RFL is a rice ortholog of floral meristem identity genes, FLO of Anthirrhinum and LFY of Arabidopsis (Kyozuka et al. 1998). In Arabidopsis, it was shown that LFY is a major determinant of floral fate and a direct transcriptional activator of floral organ identity genes, such as AP1, AP3 and AG (Parcy et al. 1998).

Previously we reported that RFL mRNA expression was rapidly up-regulated in the meristem upon transition to reproductive development (Kyozuka et al. 1998). To understand molecular basis of this up-regulation, promoter analysis of the RFL gene was performed (Fig. 1A). A series of constructs carrying a GUS reporter gene were generated and introduced to rice plants via Agrobacterium mediated transformation, and GUS activity was monitored by histo-chemical analysis.

A reporter gene with the longest promoter, 5.6kRFLp::GUS conferred rapid and meristemspecific induction of GUS activity upon transition to the reproductive phase (Fig. 1B), indicating that the 5.6 kb upstream region from the translation initiation site contains sufficient information for the RFL expression. Deletion of the promoter to -2 kb and -600 bp did not change the pattern of GUS expression. On the other hand, none of the transgenic lines carrying 200RFLp::GUS showed detectable GUS activity, indicating that the region between -200 bp and -600 bp is required for the up-regulation (Fig. 1). To determine an enhancer region more precisely, five more constructs containing -530, -480, -420, -350, -250 bp RFL promoter region were introduced into rice plants. All the 4 lines of 420RFLp::GUS lines showed the up-regulation of GUS activity in the reproductive meristem (Fig. 1D). In contrast, four among five lines of 350RFLp::GUS analyzed showed no sign of GUS expression and one line showed

sporadic and weak GUS activity (Fig. 1F). None of the lines containing 250RFLp::GUS or 200pRFLp::GUS showed detectable GUS activity. Taken all these together, it is very likely that a 70 bp region between -350 and -420bp contains most information necessary for the meristem-specific up-regulation of RFL.

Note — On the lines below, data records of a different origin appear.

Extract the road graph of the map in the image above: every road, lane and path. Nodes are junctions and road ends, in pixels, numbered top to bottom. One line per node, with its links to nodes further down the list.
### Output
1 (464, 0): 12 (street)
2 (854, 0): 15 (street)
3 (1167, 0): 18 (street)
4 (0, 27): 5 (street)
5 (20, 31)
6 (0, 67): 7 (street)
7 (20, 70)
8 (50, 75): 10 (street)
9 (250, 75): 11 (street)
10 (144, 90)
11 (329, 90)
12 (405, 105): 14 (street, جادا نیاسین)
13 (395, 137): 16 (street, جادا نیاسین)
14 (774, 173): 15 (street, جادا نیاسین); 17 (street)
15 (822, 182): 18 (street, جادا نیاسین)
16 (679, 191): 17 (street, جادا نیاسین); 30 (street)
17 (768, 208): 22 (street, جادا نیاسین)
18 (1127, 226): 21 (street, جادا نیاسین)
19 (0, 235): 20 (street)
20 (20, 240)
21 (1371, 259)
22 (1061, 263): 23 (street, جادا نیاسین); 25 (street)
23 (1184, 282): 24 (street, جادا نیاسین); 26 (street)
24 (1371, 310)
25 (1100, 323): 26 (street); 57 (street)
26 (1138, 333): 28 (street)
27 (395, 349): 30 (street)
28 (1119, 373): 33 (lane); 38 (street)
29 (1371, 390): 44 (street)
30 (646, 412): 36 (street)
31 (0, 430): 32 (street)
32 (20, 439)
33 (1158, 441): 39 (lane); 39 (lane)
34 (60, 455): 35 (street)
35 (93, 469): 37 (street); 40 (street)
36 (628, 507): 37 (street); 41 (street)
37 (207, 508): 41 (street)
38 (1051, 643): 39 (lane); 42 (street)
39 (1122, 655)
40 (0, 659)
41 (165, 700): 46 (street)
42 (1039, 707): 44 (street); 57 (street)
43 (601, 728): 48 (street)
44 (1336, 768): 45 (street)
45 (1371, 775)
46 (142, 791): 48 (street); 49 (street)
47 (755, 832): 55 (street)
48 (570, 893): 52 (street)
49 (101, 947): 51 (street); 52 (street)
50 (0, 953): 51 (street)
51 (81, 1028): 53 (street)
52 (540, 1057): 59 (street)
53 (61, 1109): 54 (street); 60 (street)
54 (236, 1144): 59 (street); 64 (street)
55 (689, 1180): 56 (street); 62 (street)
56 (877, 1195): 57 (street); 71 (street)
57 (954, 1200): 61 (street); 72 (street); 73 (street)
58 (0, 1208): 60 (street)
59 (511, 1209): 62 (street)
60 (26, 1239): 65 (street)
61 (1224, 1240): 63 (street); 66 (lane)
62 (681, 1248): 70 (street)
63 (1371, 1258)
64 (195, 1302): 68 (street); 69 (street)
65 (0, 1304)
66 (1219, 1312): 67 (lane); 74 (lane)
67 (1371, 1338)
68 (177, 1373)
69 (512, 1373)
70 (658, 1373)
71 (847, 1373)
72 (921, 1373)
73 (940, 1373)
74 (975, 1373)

Next, we asked whether this 70 bp sequence is sufficient for the up-regulation. For this purpose, a four tandem repeat of the 70 bp region was fused with a minimal CaMV35S promoter containing TATA sequence (Benfey et al. 1990). The resultant 4x70TATA::GUS gene was transformed to rice (Fig. 2A). Five independent lines of the 4x70TATA::GUS plants were randomly chosen and used for the further analysis. A chimeric gene, designated as TATA::GUS, containing the CaMV35S minimal promoter and a GUS gene was also generated and introduced to rice as a negative control.

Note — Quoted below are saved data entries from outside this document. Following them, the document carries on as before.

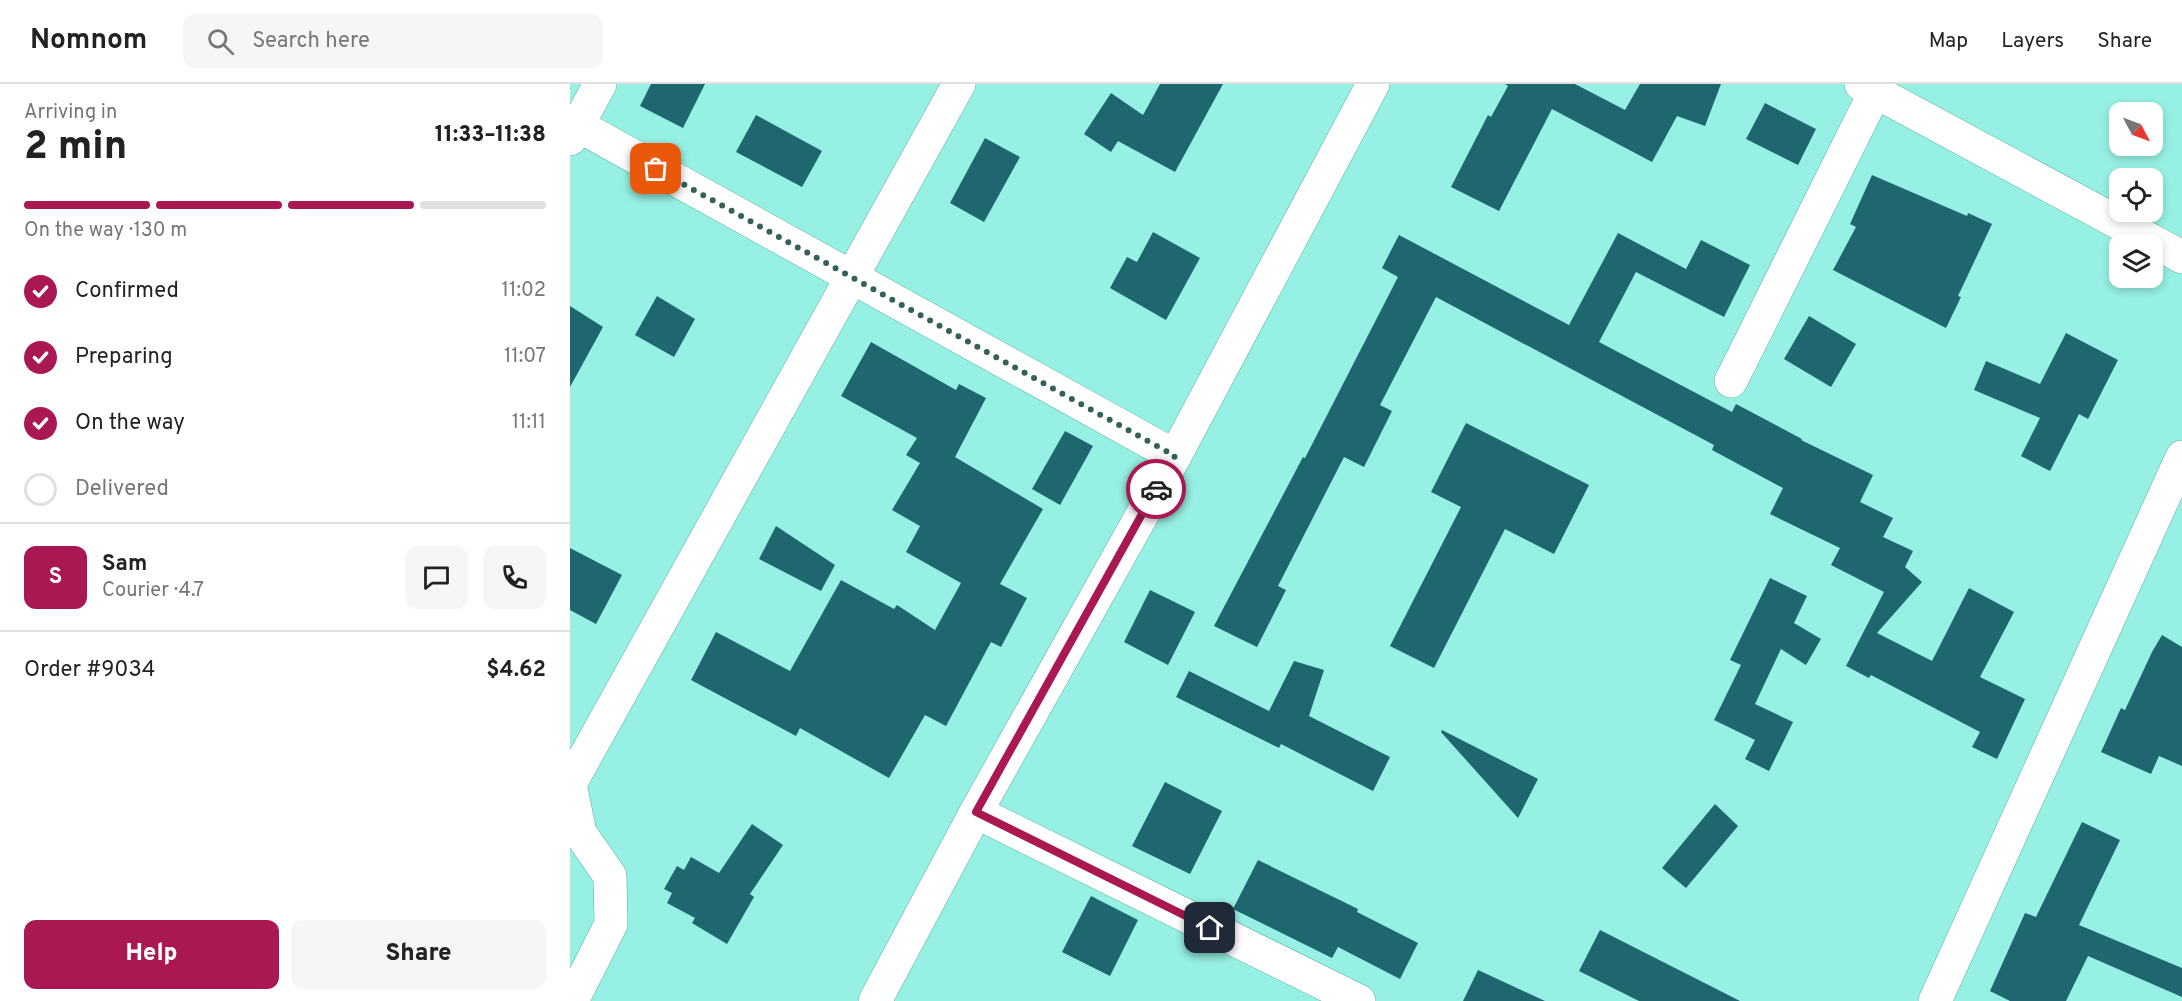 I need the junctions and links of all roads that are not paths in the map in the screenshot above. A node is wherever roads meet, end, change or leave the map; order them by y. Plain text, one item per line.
1 (600, 84) edge
2 (959, 84) edge
3 (1373, 84) edge
4 (1872, 86) edge
5 (572, 128) edge
6 (2182, 257) edge
7 (851, 277) junction
8 (1731, 381) dead end
9 (1175, 456) junction
10 (2182, 458) edge
11 (976, 812) junction
12 (572, 1001) edge
13 (874, 1001) edge
14 (1359, 1001) edge
15 (1935, 1001) edge

1 - 5 street
2 - 7 street
3 - 9 street
4 - 6 street
4 - 8 street
5 - 7 street
7 - 9 street
7 - 12 street
9 - 11 street
10 - 15 street
11 - 13 street
11 - 14 street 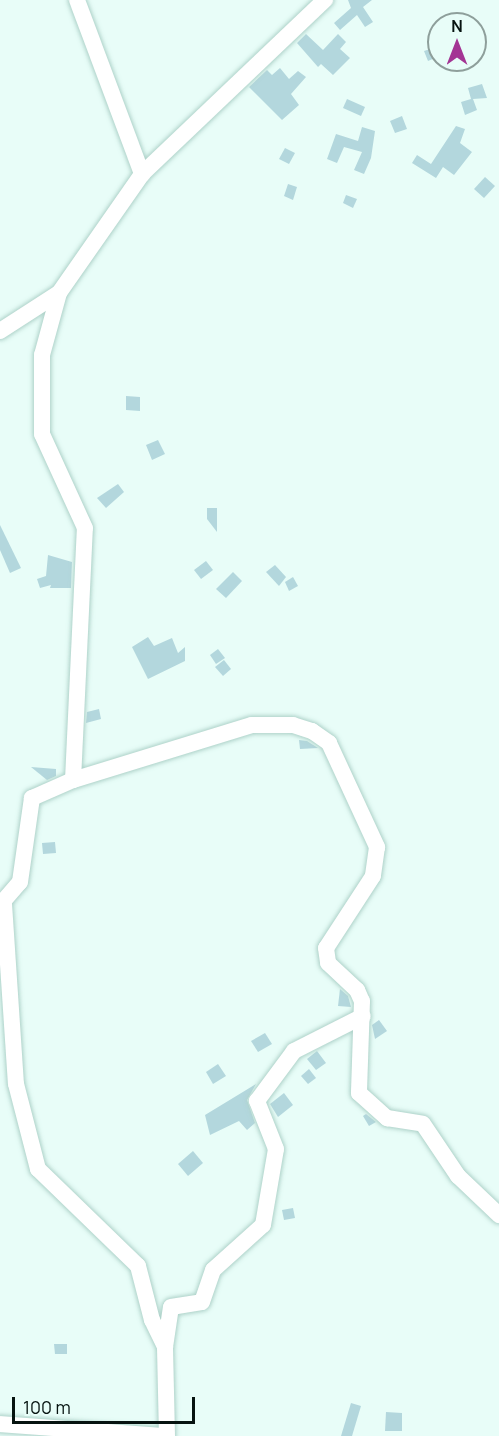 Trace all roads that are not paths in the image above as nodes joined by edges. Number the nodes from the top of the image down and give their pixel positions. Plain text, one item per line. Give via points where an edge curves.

The 4x70TATA::GUS and TATA::GUS plants did not show any detectable GUS activity in vegetative meristems (Fig. 2B, E). After transition to the reproductive phase, three out of five 4x70TATA::GUS lines exhibited GUS expression in the meristem while none of the three TATA::GUS lines showed significant level of GUS expression throughout the development (Fig. 2C, D, F, G). Expression of the 4x70TATA::GUS genes was spatially restricted to the meristem, indicating that this 70 bp sequence contains the enhancer(s) responsive for reproductive meristem specific up-regulation of RFL.

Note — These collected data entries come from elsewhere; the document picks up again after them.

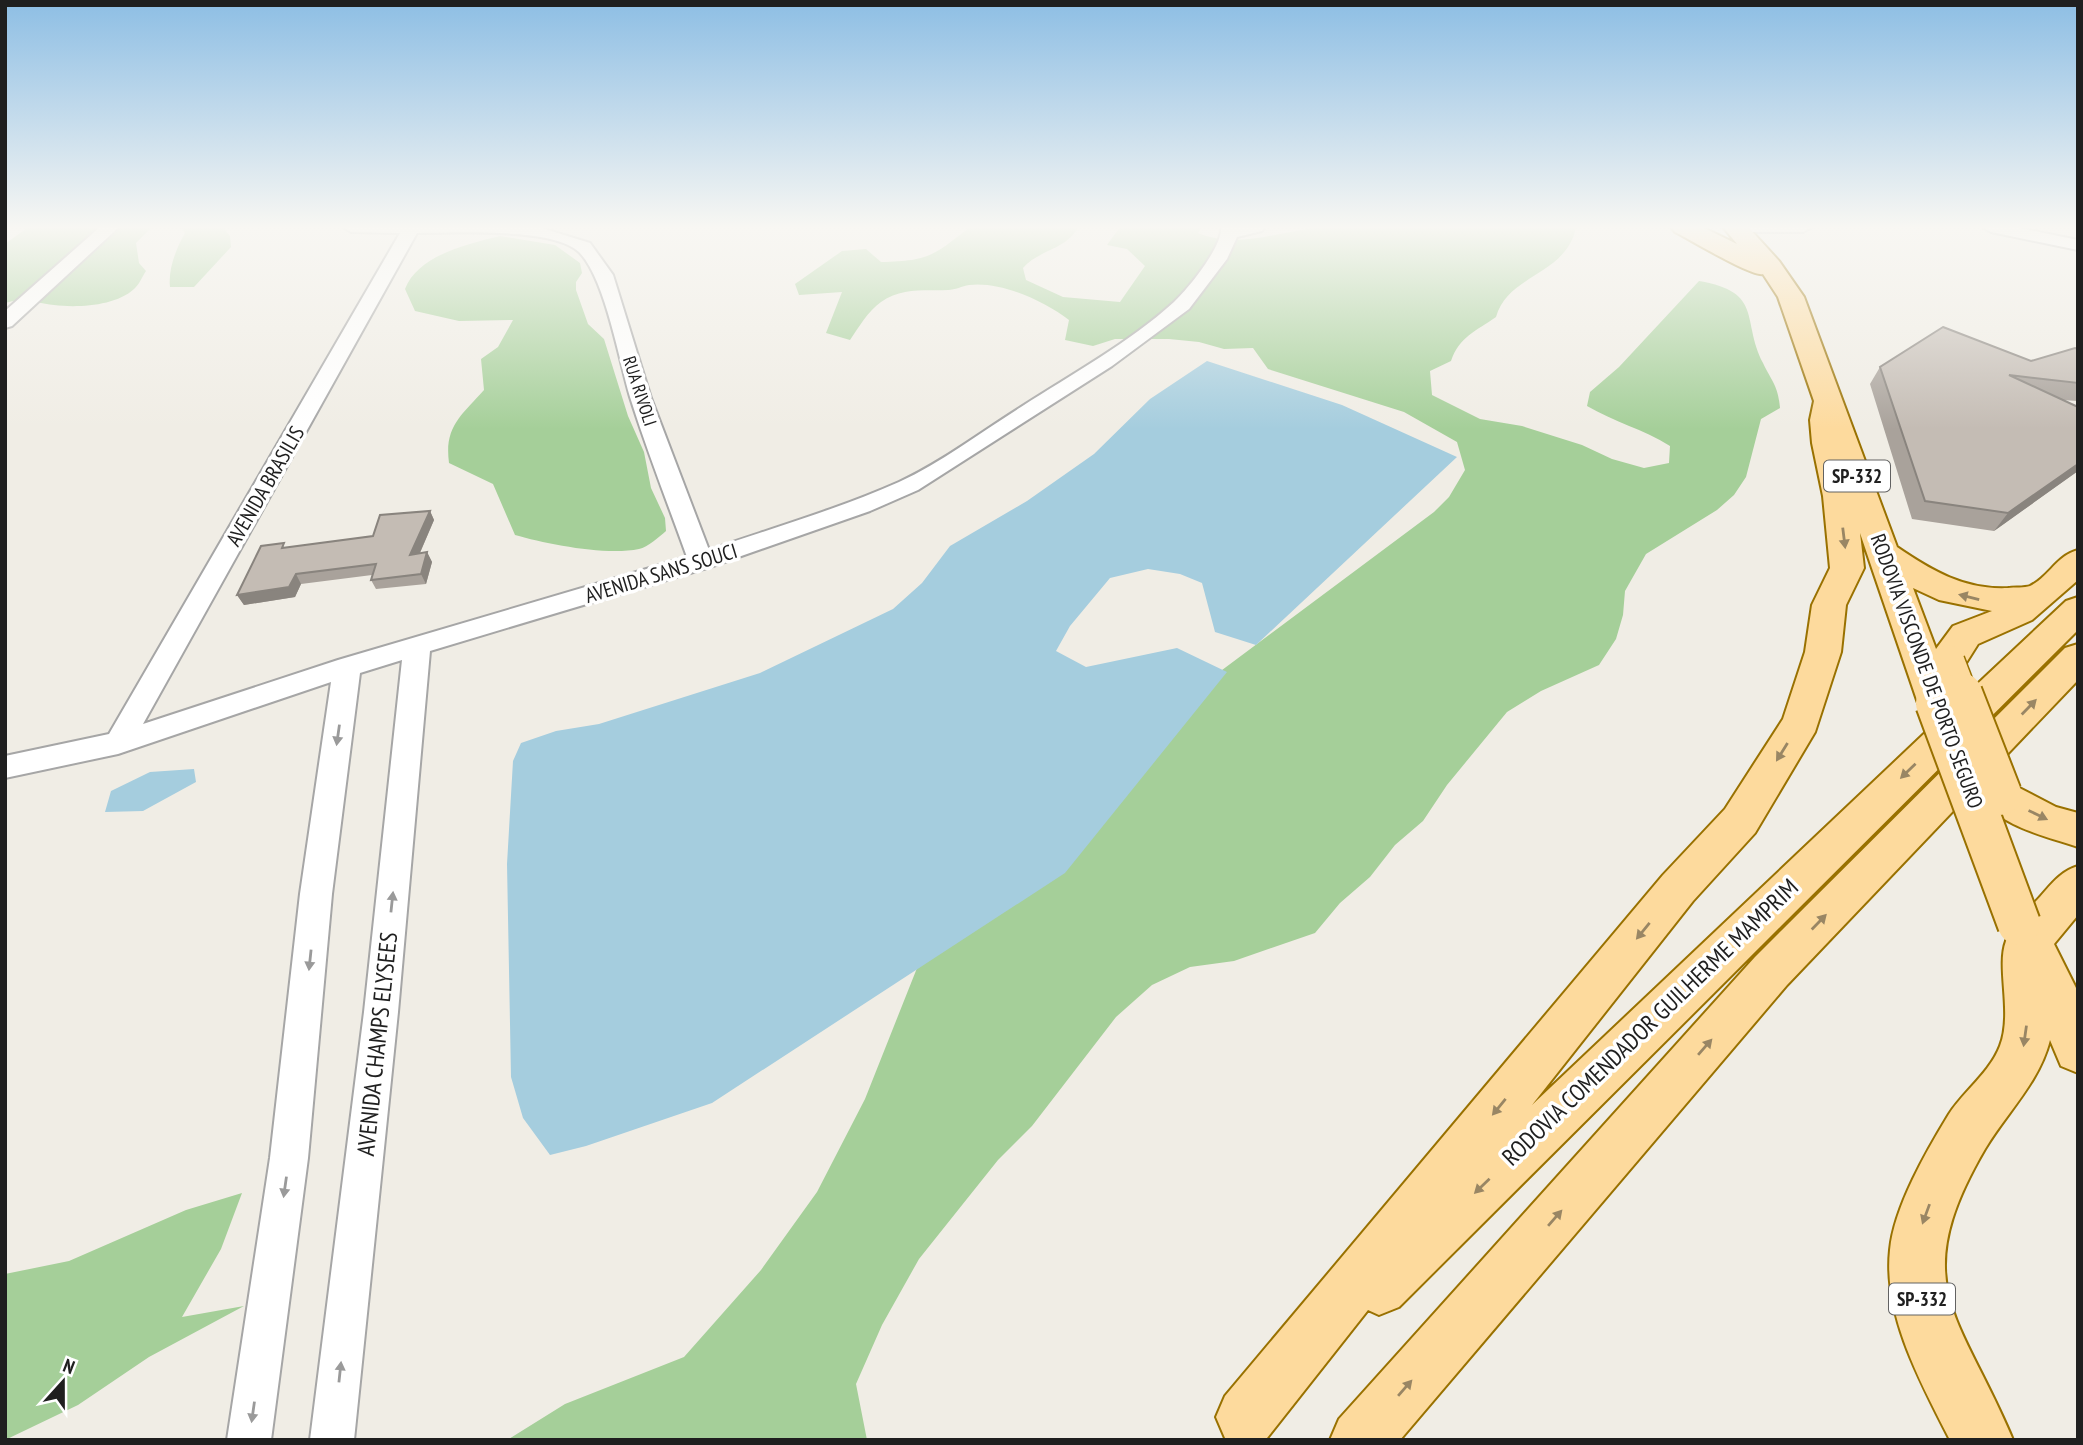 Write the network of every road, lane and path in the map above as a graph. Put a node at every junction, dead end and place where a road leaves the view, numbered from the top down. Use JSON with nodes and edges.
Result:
{"nodes":[{"id":1,"x":34,"y":294,"type":"edge"},
{"id":2,"x":374,"y":294,"type":"edge"},
{"id":3,"x":610,"y":294,"type":"edge"},
{"id":4,"x":1190,"y":294,"type":"edge"},
{"id":5,"x":1776,"y":294,"type":"edge"},
{"id":6,"x":1788,"y":294,"type":"edge"},
{"id":7,"x":5,"y":322,"type":"edge"},
{"id":8,"x":1829,"y":398,"type":"junction"},
{"id":9,"x":1885,"y":554,"type":"junction"},
{"id":10,"x":701,"y":561,"type":"junction"},
{"id":11,"x":2078,"y":561,"type":"edge"},
{"id":12,"x":2057,"y":603,"type":"edge"},
{"id":13,"x":417,"y":647,"type":"junction"},
{"id":14,"x":2078,"y":657,"type":"edge"},
{"id":15,"x":347,"y":667,"type":"junction"},
{"id":16,"x":118,"y":743,"type":"junction"},
{"id":17,"x":5,"y":767,"type":"edge"},
{"id":18,"x":2078,"y":830,"type":"edge"},
{"id":19,"x":2078,"y":884,"type":"edge"},
{"id":20,"x":2023,"y":934,"type":"junction"},
{"id":21,"x":2078,"y":1050,"type":"edge"},
{"id":22,"x":1236,"y":1428,"type":"edge"},
{"id":23,"x":249,"y":1440,"type":"edge"},
{"id":24,"x":332,"y":1440,"type":"edge"},
{"id":25,"x":1360,"y":1440,"type":"edge"},
{"id":26,"x":1983,"y":1440,"type":"edge"}],
"edges":[{"from":1,"to":7,"type":"street"},
{"from":2,"to":16,"type":"street","name":"AVENIDA BRASILIS"},
{"from":3,"to":10,"type":"street","name":"RUA RIVOLI"},
{"from":4,"to":10,"type":"street","name":"AVENIDA SANS SOUCI"},
{"from":5,"to":8,"type":"main road","name":"RODOVIA VISCONDE DE PORTO SEGURO","number":"SP-332"},
{"from":6,"to":8,"type":"main road","name":"RODOVIA VISCONDE DE PORTO SEGURO","number":"SP-332"},
{"from":8,"to":9,"type":"main road","name":"RODOVIA VISCONDE DE PORTO SEGURO","number":"SP-332"},
{"from":8,"to":22,"type":"main road","one_way":true},
{"from":12,"to":9,"type":"main road","one_way":true},
{"from":9,"to":20,"type":"main road","name":"RODOVIA VISCONDE DE PORTO SEGURO","number":"SP-332","bridge":true},
{"from":10,"to":13,"type":"street","name":"AVENIDA SANS SOUCI"},
{"from":11,"to":12,"type":"main road"},
{"from":12,"to":18,"type":"main road","one_way":true,"bridge":true},
{"from":12,"to":22,"type":"main road","name":"RODOVIA COMENDADOR GUILHERME MAMPRIM","one_way":true},
{"from":13,"to":15,"type":"street","name":"AVENIDA SANS SOUCI"},
{"from":24,"to":13,"type":"street","name":"AVENIDA CHAMPS ELYSEES","one_way":true},
{"from":25,"to":14,"type":"main road","name":"RODOVIA COMENDADOR GUILHERME MAMPRIM","one_way":true},
{"from":15,"to":16,"type":"street","name":"AVENIDA SANS SOUCI"},
{"from":15,"to":23,"type":"street","one_way":true},
{"from":16,"to":17,"type":"street","name":"AVENIDA SANS SOUCI"},
{"from":19,"to":20,"type":"main road"},
{"from":20,"to":21,"type":"main road","name":"RODOVIA VISCONDE DE PORTO SEGURO","number":"SP-332"},
{"from":20,"to":26,"type":"main road","name":"RODOVIA VISCONDE DE PORTO SEGURO","number":"SP-332","one_way":true}]}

Conclusion We identified a 70 bp region spanning -420 to -350 of RFL promoter as an enhancer which is both necessary and sufficient to confer the reproductive meristem specific up-regulation of RFL expression. Very high level of GUS expression driven by the synthetic 4x70TATA promoter suggested a possibility that this promoter may be useful for improving

reproductive phenotypes of not only rice but also other crop species.

References

Kyozuka, J., S. Konishi, K. Nemoto, T. Izawa and K. Shimamoto, 1998. Down regulation of RFL the FLO/LFY homolog of rice accompanied with panicle and branch initiation. Proc. Acad. Natl. Sci. USA 95: 1979-1982.

Parcy, F., O. Nilsson, M.A. Busch, I. Lee and D. Weigel, 1998. A genetic framework for floral patterning. Nature 395: 561-566.

Benfey, P.N., L. Ren and N.-H. Chua, 1990. Tissue-specific expression from CaMV 35S enhancer subdomains in early stages of plant development. EMBO J. 9: 1677-1684.